1

I'm running into OOM on a multi-gpu machine, because TF 2.3 seems to be allocating a tensor using only one GPU.

tensorflow/core/framework/op_kernel.cc:1767] OP_REQUIRES failed at conv_ops.cc:539 : 
Resource exhausted: OOM when allocating tensor with shape[20532,64,48,32] 
and type float on /job:localhost/replica:0/task:0/device:GPU:0 by allocator GPU_0_bfc.

But tensorflow does recognize multiple GPUs when I run my code:

Adding visible gpu devices: 0, 1, 2

Is there anything else I need to do to have TF use all GPUs?

user2212461
  • 3,105
  • 8
  • 49
  • 87
  • 1
    A tensor with that shape needs 8 GB memory if I'm not wrong. Do you really have enough memory on the machine? – Felix Jun 28 '21 at 15:40
  • each GPU on my machine has 16160MiB so it should be enough? – user2212461 Jun 28 '21 at 15:50
  • Should be enough. I've not really worked with tensorflow myself, just stumbled across your question. Can you check if TF actually sees/has access to the full GPU Memory? Like something answered in https://stackoverflow.com/questions/36123740/is-there-a-way-of-determining-how-much-gpu-memory-is-in-use-by-tensorflow – Felix Jun 28 '21 at 16:39

1 Answers1

0

The direct answer is yes, you do need to do more to get TF to recognize multiple GPUs. You should refer to this guide but the tldr is

mirrored_strategy = tf.distribute.MirroredStrategy()
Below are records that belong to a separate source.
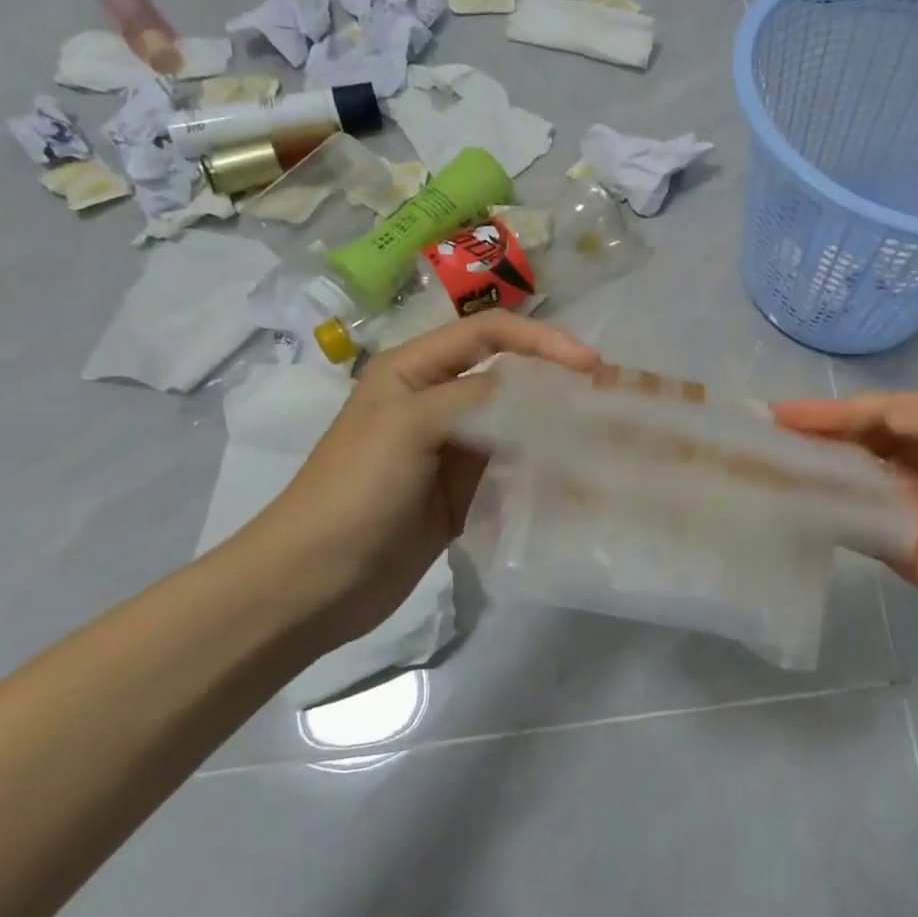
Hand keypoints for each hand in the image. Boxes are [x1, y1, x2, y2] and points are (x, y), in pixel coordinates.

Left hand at [232, 314, 599, 647]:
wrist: (313, 583)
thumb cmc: (355, 491)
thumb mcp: (410, 426)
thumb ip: (475, 397)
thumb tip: (539, 387)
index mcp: (413, 370)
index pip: (487, 333)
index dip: (540, 339)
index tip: (588, 363)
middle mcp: (435, 400)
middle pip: (506, 375)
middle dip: (554, 379)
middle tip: (603, 396)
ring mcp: (450, 448)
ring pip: (514, 422)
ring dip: (552, 424)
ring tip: (598, 434)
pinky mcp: (462, 491)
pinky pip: (510, 466)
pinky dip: (541, 466)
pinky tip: (571, 475)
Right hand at [773, 391, 917, 673]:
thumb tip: (886, 421)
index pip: (885, 411)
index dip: (838, 411)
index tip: (789, 413)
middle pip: (861, 437)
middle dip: (815, 431)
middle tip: (763, 430)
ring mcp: (909, 503)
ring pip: (851, 473)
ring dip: (812, 464)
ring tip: (765, 460)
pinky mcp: (899, 545)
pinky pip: (854, 518)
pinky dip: (822, 507)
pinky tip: (790, 502)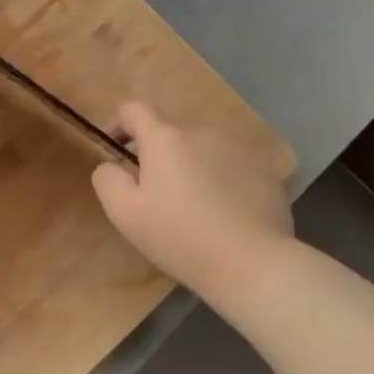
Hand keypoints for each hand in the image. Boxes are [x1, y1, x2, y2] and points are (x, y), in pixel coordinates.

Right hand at [91, 101, 295, 309]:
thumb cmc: (180, 237)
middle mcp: (202, 133)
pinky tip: (225, 215)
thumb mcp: (124, 213)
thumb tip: (112, 164)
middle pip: (171, 135)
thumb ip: (107, 178)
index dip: (120, 125)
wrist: (253, 264)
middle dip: (159, 157)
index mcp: (165, 139)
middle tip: (157, 197)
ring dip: (192, 168)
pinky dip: (222, 183)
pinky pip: (232, 169)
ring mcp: (239, 150)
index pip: (134, 110)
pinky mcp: (266, 172)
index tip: (118, 152)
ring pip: (203, 151)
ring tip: (195, 208)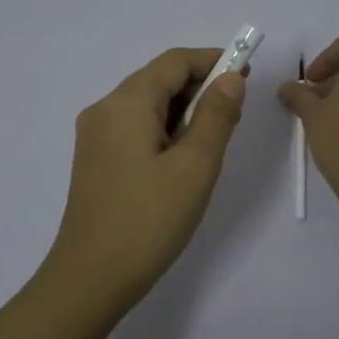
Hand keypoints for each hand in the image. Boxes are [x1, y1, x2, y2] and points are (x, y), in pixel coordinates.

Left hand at [43, 47, 246, 314]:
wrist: (91, 278)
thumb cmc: (149, 219)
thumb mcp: (195, 166)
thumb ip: (216, 116)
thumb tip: (231, 79)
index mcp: (127, 103)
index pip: (174, 62)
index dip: (213, 60)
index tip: (247, 74)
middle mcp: (105, 110)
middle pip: (157, 80)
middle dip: (200, 86)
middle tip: (237, 111)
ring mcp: (95, 137)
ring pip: (147, 106)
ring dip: (184, 110)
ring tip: (215, 137)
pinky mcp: (95, 161)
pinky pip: (135, 129)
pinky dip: (165, 130)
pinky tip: (184, 157)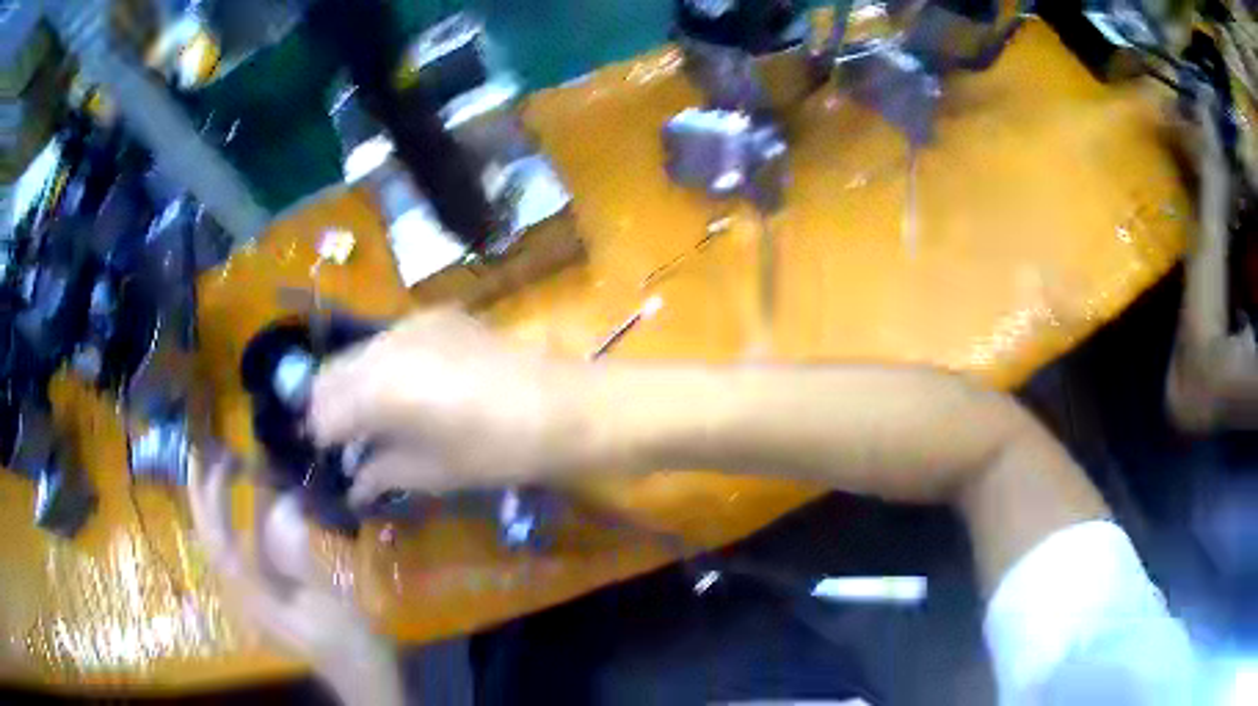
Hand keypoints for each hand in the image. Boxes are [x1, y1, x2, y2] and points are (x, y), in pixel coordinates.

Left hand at [187, 451, 402, 705]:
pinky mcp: (270, 587)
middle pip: (212, 539)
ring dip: (217, 502)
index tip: (212, 460)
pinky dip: (241, 516)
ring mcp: (256, 591)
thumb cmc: (350, 646)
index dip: (210, 501)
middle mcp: (245, 592)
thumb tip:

with mirrored_strategy.scope():
  ...

https://www.tensorflow.org/guide/distributed_training#using_tfdistributestrategy_with_tfkerasmodelfit

But in your case, something else is happening. While this one tensor may be triggering the OOM, it's likely because a few previous large tensors were allocated.
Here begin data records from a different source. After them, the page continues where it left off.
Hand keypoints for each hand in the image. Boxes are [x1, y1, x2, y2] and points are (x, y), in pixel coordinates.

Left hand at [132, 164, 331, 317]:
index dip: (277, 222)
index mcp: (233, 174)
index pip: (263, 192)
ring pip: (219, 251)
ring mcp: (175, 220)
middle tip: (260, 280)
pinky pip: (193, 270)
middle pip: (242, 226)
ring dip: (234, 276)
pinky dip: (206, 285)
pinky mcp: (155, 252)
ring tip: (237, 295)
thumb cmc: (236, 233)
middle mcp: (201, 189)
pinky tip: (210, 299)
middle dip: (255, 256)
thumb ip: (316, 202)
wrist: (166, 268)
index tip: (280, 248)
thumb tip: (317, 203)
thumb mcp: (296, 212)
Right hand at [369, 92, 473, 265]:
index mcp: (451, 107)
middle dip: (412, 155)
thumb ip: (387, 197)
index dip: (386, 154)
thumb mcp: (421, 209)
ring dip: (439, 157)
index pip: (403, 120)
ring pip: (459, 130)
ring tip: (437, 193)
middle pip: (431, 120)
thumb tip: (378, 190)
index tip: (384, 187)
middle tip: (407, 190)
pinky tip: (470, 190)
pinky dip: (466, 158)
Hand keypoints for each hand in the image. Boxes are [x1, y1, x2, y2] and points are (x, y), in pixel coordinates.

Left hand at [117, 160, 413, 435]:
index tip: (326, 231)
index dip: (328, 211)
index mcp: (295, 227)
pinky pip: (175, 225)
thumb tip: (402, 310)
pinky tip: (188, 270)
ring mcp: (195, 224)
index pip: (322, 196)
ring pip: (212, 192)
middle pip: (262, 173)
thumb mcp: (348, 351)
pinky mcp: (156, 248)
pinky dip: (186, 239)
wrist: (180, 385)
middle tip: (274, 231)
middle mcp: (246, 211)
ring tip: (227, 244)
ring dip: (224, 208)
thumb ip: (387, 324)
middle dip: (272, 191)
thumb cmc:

The first dimension, your batch size, is 20532, which is really big. Since the factorization of that is 2**2 × 3 × 29 × 59, I'm going to guess you are working with CHW format and your source image was 3x64x128 which got trimmed after a few convolutions. I'd suspect an inadvertent broadcast. Print a model.summary() and then review the sizes of the tensors coming out of each layer. You may also need to look at your batching.

Yaoshiang
  • 1,713
  • 5
  • 15